WORK ORDER
If a line in the data below contains the word "Hopkins", copy it out.

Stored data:
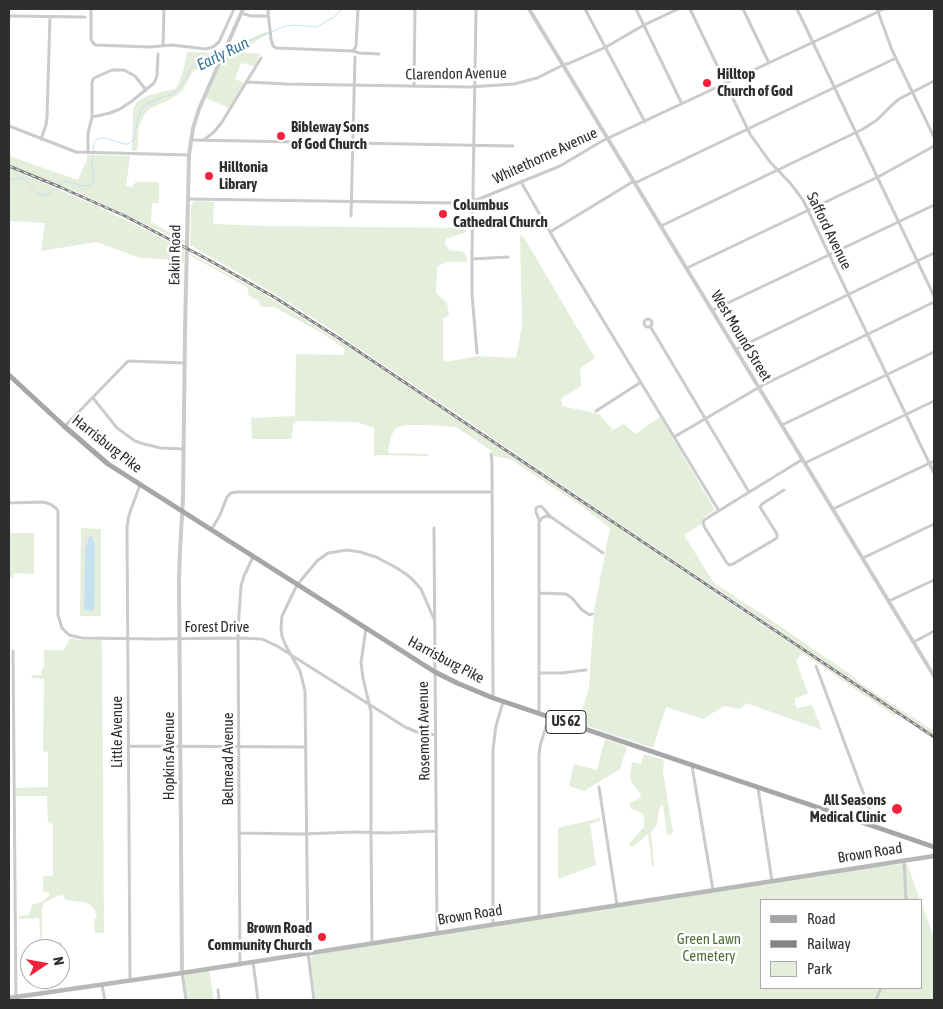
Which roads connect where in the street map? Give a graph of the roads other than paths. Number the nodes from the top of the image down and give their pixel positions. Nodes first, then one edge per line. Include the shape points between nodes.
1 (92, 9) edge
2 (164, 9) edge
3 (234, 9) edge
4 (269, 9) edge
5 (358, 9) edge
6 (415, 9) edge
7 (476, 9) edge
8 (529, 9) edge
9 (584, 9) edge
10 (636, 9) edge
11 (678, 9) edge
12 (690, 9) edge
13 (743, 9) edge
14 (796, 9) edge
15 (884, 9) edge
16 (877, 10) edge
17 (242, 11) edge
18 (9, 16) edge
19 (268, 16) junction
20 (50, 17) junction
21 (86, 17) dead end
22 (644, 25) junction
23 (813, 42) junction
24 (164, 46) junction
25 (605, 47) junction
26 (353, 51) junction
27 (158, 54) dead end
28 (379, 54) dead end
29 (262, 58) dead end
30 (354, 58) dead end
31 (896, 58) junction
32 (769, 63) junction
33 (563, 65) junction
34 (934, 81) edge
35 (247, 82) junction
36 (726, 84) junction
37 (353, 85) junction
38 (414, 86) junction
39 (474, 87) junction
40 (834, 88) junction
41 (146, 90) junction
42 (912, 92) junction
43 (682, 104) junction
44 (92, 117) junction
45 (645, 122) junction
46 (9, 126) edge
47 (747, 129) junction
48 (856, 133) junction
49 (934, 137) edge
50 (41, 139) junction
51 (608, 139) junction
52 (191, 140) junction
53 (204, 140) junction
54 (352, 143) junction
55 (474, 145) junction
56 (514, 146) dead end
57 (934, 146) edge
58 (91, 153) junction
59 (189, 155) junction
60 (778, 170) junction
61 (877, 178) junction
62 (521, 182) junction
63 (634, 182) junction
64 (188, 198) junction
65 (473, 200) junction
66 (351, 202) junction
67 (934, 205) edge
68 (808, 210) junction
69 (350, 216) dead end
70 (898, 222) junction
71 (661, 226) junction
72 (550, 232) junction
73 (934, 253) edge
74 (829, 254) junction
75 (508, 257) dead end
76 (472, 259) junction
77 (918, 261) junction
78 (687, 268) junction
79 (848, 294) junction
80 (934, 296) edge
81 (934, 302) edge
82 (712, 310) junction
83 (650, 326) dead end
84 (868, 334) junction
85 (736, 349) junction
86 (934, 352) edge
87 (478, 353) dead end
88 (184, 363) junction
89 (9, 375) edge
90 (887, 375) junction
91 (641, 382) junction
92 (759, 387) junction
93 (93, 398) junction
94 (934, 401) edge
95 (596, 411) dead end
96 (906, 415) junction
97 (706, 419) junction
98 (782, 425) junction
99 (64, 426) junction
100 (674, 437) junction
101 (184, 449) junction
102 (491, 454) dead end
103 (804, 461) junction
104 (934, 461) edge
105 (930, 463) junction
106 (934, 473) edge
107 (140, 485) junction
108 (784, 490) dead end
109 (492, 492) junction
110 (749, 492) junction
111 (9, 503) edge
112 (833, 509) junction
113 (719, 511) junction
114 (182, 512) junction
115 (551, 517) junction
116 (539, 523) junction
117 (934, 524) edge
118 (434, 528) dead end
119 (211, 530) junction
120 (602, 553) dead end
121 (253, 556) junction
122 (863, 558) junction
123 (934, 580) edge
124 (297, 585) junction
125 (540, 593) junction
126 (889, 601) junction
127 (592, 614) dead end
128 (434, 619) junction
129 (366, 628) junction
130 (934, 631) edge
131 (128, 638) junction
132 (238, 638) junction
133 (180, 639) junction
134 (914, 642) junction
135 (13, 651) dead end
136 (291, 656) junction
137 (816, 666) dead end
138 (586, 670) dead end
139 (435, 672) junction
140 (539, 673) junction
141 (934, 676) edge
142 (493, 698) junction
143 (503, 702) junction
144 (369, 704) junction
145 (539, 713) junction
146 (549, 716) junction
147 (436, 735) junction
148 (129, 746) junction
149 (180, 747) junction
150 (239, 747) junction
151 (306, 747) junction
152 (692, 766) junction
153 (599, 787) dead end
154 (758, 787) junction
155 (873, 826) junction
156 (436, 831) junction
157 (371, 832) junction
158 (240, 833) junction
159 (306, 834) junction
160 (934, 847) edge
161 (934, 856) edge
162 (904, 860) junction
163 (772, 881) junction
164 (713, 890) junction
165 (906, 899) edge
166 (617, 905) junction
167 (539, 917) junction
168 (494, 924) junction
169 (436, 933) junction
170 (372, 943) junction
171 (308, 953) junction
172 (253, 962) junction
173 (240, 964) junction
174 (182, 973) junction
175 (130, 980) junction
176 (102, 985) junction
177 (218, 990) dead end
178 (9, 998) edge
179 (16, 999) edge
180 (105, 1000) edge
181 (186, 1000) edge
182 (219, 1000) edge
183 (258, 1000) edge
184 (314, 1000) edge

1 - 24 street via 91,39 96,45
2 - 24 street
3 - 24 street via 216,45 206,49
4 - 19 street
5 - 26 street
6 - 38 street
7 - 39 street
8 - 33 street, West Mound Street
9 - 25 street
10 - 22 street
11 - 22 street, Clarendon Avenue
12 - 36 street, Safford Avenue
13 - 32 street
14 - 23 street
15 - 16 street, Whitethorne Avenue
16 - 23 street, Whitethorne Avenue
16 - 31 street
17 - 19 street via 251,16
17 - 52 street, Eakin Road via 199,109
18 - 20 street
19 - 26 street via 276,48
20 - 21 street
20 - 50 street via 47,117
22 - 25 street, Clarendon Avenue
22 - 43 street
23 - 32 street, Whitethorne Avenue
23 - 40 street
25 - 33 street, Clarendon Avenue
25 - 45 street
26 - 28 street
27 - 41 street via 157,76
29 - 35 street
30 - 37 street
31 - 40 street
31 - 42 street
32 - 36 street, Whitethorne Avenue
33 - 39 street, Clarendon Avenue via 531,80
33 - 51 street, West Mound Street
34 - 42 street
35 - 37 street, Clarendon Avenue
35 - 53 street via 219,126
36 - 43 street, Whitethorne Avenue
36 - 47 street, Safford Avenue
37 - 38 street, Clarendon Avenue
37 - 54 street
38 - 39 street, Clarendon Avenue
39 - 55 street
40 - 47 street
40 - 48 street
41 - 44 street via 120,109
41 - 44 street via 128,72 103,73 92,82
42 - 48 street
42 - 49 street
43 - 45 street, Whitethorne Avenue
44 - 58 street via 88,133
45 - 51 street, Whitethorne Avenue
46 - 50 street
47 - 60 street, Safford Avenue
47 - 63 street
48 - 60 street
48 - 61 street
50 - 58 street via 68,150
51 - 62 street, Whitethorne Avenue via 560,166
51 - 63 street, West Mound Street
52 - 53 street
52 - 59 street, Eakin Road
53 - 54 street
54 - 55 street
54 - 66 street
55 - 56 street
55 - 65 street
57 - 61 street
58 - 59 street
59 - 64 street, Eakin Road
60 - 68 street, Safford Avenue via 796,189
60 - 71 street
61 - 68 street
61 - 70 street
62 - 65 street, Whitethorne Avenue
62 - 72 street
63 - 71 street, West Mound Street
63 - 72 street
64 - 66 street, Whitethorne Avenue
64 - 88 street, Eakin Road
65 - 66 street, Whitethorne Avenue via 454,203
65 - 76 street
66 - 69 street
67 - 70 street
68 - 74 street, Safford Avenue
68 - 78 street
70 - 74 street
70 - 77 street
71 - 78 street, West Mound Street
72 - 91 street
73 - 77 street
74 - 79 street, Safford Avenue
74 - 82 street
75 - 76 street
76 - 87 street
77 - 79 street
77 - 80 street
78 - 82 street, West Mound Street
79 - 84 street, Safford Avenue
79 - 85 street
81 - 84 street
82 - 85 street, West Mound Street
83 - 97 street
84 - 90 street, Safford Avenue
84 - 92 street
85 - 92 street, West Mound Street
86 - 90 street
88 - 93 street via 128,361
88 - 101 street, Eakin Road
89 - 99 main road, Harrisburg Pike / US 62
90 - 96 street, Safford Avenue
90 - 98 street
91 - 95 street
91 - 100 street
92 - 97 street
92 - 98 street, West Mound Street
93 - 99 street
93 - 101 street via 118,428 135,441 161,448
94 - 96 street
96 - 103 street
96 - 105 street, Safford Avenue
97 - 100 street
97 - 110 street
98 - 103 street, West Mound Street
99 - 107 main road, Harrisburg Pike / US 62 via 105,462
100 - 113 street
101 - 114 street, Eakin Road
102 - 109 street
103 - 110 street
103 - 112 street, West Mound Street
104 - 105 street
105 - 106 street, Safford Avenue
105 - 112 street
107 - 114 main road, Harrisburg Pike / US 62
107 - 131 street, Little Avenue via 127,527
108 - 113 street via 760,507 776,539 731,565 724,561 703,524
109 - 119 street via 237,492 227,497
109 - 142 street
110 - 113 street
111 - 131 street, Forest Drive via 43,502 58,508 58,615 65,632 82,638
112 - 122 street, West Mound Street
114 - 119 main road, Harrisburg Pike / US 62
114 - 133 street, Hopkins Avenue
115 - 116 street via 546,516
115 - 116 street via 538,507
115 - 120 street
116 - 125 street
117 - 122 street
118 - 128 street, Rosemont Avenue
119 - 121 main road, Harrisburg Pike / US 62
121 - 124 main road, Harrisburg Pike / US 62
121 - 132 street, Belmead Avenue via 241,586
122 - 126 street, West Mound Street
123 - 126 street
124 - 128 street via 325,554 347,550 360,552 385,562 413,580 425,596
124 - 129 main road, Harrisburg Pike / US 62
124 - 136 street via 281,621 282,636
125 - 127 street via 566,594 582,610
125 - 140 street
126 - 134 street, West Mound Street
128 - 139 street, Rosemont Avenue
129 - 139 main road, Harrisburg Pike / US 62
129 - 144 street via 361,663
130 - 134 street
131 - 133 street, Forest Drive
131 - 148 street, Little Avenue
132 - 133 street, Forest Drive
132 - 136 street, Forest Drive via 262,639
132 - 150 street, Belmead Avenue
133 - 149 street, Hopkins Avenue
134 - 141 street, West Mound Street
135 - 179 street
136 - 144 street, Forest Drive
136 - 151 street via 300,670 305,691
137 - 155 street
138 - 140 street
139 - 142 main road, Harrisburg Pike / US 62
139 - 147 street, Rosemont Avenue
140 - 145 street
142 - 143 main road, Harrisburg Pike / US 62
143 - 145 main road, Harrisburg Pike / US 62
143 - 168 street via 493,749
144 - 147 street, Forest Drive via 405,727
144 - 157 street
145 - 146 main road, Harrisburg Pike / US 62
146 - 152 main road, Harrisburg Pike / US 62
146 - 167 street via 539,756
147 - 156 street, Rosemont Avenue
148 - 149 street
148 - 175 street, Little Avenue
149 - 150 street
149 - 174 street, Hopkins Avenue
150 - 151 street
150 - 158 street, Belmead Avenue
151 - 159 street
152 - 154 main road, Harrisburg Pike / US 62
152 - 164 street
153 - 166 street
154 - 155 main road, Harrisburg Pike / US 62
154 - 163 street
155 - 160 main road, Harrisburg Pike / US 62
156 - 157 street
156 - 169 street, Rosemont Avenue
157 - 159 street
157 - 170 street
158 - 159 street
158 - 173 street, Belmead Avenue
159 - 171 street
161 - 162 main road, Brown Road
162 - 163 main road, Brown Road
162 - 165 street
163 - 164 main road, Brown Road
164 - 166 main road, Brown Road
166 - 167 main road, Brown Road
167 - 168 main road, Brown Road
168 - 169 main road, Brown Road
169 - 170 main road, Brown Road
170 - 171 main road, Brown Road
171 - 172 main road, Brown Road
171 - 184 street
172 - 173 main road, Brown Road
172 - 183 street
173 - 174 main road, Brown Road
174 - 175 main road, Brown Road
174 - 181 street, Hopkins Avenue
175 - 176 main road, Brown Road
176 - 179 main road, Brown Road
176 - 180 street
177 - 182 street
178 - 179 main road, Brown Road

TASK ANSWER
114 - 133 street, Hopkins Avenue
133 - 149 street, Hopkins Avenue
149 - 174 street, Hopkins Avenue
174 - 181 street, Hopkins Avenue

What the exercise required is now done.